After that incident, several community meetings were held between Africatown residents and Mobile’s Public School Superintendent Martha Peek. The residents of Africatown were very, very, very mad. One reason residents were upset was because no one had been told anything about putting oil pipelines underneath our historic school. At those meetings only Ms. Peek, Dr. Reginald Crenshaw and the school principal admitted to knowing anything about the construction. No other person had the courage to stand up and say that they knew anything about the pipeline coming through the schoolyard. That incident made the community mad and united residents in a manner I had not seen since the Henry Williams days of the ’70s, ’80s or ’90s.

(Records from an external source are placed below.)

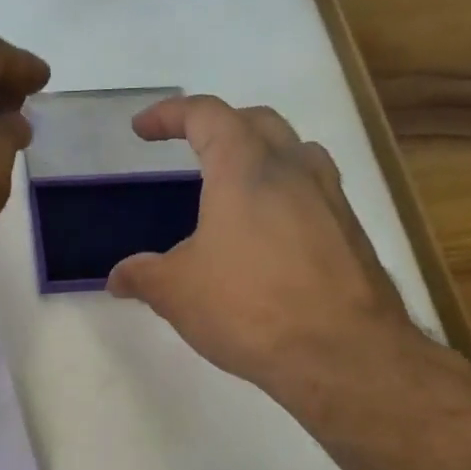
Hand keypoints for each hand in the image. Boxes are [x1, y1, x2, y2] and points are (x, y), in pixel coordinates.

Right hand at [106, 95, 427, 403]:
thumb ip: (143, 275)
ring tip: (235, 185)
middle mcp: (293, 169)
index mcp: (245, 168)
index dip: (169, 115)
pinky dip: (284, 194)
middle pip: (256, 122)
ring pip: (295, 152)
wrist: (343, 354)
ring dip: (261, 154)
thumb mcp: (177, 292)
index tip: (143, 129)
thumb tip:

Not long after that, the community was told by Mobile’s local Sierra Club that local businessmen had plans to build an oil storage tank farm consisting of about 50 large oil storage tanks across the street from Africatown residents and school to store hazardous and toxic Tar Sands Oil that would be shipped to Mobile in railroad tank cars from Canada. Soon, signs were posted in Africatown supporting that rumor as the Mobile City Council made plans to conduct hearings at their weekly council meetings to discuss the issue.

By this time, Africatown residents had seen enough.

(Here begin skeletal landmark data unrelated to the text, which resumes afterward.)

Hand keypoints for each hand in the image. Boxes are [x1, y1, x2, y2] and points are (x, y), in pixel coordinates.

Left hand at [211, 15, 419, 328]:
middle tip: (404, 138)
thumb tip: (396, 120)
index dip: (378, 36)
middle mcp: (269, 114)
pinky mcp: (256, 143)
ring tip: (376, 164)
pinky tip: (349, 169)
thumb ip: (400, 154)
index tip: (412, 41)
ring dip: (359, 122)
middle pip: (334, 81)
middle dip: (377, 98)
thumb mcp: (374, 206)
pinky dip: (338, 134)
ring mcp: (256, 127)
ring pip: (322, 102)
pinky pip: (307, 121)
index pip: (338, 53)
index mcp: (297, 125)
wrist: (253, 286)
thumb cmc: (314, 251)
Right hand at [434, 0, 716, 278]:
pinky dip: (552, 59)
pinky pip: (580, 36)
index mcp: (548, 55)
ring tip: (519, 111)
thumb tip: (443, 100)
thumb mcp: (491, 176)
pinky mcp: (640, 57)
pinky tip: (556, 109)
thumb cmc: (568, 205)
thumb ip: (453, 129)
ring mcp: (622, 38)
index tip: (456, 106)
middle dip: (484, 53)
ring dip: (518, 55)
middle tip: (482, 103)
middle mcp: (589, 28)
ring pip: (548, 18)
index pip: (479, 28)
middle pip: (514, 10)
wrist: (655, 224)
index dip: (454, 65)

Still fuming from the pipeline issue, organizing the community for a fight was easy. In addition, downtown residents were mad because of having to endure the constant fallout from stockpiles of coal stored along the riverfront downtown and polluting homes and businesses downtown. At this time, Mobile’s first Diverse Coalition of community residents joined forces to fight against industrialization that has had a negative effect on people. It became the fight of “People & Lives vs. Industry & Money.” This diverse group of Mobile citizens, between the ages of 30 and 70, held community rallies, downtown marches and made their voices heard at city council meetings against more Africatown industrialization and the storage of coal openly along Mobile’s waterfront.

Eventually that coalition named itself “Mobile Environmental Justice Action Coalition” or MEJAC. That diverse coalition of Mobile residents became Mobile’s first diverse group to unite against businesses on environmental issues and still exists today. MEJAC obtained a lawyer and begin looking at existing local laws concerning the construction of storage tanks near communities and found that none existed. Consequently, a local law was created that created a SAFETY ZONE between the construction of Storage Tanks and residential communities.

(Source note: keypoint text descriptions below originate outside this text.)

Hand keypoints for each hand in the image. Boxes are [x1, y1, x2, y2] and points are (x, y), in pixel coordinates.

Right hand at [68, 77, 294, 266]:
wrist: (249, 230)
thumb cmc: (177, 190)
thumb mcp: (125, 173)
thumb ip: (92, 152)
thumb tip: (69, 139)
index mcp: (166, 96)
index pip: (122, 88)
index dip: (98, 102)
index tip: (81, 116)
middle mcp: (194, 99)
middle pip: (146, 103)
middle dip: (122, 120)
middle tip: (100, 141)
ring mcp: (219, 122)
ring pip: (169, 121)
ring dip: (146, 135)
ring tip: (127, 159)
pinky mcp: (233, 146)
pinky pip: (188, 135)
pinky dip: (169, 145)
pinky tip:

This “war” lasted for 4 years, 2013 thru 2017. We had won “this round”. I say “this round” because I knew as long as the land was vacant, our war between Mobile businessmen and Africatown was not over. As Henry Williams said, “They keep coming and coming.”

My grandfather had a saying also, “The man that made the law can always change the law.”

It was not long after the storage tank issued died down that Mobile’s Mayor announced his plans to implement a “Unified Development Zoning Code” that would change the entire zoning code laws within the city limits of Mobile. This process would include meetings in every community in Mobile city limits. Those meetings were designed for mobile residents to have a say in what those changes might look like. That way elected politicians could say, “I did not make these changes, the people did.”

This blog is intended to be the first of three blogs I will write leading up to that first public hearing to be held VIRTUALLY on February 25, 2021. Please mark that date on your calendar and plan to attend, and let your voice be heard.